• [Task instructions]: Copy every line of the records below where the word "ایلخانی" occurs.

Data entries:

───

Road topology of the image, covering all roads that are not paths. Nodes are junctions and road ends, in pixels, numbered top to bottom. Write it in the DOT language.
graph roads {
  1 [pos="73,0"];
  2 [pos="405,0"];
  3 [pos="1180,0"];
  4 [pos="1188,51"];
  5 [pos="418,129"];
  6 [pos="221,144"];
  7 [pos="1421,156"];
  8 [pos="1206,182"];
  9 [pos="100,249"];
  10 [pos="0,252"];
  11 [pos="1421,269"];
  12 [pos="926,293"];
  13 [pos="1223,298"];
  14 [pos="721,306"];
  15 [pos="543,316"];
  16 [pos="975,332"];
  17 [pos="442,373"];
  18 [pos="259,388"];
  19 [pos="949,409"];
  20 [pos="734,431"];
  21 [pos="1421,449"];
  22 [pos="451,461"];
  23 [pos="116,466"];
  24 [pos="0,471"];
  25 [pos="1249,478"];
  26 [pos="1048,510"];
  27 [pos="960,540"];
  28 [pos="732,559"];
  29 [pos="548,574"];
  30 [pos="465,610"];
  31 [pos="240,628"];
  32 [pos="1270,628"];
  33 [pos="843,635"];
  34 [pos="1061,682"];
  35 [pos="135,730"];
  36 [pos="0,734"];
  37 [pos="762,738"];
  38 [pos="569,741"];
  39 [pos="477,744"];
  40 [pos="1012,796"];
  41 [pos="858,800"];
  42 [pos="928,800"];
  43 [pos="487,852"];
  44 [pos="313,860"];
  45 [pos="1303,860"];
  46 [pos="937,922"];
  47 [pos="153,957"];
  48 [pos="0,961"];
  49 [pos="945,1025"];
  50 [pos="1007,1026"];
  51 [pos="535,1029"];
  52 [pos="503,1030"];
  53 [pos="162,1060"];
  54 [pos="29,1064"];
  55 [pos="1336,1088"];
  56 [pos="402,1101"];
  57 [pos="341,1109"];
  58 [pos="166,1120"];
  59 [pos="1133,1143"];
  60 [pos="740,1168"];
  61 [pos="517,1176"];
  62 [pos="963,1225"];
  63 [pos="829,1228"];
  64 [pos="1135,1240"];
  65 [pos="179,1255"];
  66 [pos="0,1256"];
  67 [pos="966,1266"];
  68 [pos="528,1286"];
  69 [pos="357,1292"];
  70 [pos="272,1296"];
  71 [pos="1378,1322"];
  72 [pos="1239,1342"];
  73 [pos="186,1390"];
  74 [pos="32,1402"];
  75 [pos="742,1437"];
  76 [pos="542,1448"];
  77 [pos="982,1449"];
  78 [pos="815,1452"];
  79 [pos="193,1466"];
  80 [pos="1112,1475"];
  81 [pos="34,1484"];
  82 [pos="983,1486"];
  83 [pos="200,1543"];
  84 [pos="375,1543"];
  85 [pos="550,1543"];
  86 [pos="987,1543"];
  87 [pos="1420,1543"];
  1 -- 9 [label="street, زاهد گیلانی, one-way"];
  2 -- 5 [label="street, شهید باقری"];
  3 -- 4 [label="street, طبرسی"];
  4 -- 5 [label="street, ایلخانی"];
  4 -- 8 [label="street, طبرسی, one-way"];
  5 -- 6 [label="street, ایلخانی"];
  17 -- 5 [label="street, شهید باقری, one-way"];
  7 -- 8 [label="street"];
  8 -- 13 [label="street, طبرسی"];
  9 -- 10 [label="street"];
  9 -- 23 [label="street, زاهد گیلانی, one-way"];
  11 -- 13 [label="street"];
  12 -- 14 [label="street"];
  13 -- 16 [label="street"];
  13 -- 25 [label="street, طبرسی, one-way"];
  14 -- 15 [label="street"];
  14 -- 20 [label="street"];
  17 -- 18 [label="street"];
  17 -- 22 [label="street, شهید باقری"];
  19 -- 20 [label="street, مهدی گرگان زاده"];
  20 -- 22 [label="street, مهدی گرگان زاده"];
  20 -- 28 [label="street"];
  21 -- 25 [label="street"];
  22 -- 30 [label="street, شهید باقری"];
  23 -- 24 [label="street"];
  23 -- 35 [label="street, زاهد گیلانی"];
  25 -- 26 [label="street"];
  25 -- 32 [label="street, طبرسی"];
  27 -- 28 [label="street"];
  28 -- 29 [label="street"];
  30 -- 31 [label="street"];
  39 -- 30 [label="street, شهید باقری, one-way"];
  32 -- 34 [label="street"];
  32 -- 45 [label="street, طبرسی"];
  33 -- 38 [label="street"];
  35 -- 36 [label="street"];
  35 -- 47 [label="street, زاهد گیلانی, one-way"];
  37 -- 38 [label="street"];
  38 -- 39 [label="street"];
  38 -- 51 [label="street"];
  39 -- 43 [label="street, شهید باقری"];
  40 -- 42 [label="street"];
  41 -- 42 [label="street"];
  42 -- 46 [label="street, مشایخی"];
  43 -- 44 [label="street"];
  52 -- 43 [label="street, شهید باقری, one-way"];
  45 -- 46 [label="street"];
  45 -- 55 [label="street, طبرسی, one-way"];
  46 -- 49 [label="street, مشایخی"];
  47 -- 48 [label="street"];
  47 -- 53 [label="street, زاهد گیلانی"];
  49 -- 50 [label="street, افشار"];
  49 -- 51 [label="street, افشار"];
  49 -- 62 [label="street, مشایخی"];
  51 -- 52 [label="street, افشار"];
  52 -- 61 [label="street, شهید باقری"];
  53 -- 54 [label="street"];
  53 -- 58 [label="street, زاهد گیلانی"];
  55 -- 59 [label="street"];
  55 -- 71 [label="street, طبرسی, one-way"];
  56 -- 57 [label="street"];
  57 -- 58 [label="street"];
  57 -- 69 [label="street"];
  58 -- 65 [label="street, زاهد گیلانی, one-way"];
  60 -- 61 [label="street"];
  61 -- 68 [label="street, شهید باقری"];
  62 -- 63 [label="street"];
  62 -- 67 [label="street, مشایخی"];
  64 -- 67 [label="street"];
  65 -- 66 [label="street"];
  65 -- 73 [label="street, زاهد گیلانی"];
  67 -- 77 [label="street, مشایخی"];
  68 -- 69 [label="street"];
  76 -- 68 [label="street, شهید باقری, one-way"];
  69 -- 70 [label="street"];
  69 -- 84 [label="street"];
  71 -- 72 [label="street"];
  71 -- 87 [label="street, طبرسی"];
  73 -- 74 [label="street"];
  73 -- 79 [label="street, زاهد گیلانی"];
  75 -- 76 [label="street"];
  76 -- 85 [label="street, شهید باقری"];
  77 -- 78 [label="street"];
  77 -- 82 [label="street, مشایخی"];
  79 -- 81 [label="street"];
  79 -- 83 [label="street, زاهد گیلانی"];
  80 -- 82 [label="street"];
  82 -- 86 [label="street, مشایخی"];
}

───

• [Output of the task]:
  4 -- 5 [label="street, ایلخانی"];
  5 -- 6 [label="street, ایلخانی"];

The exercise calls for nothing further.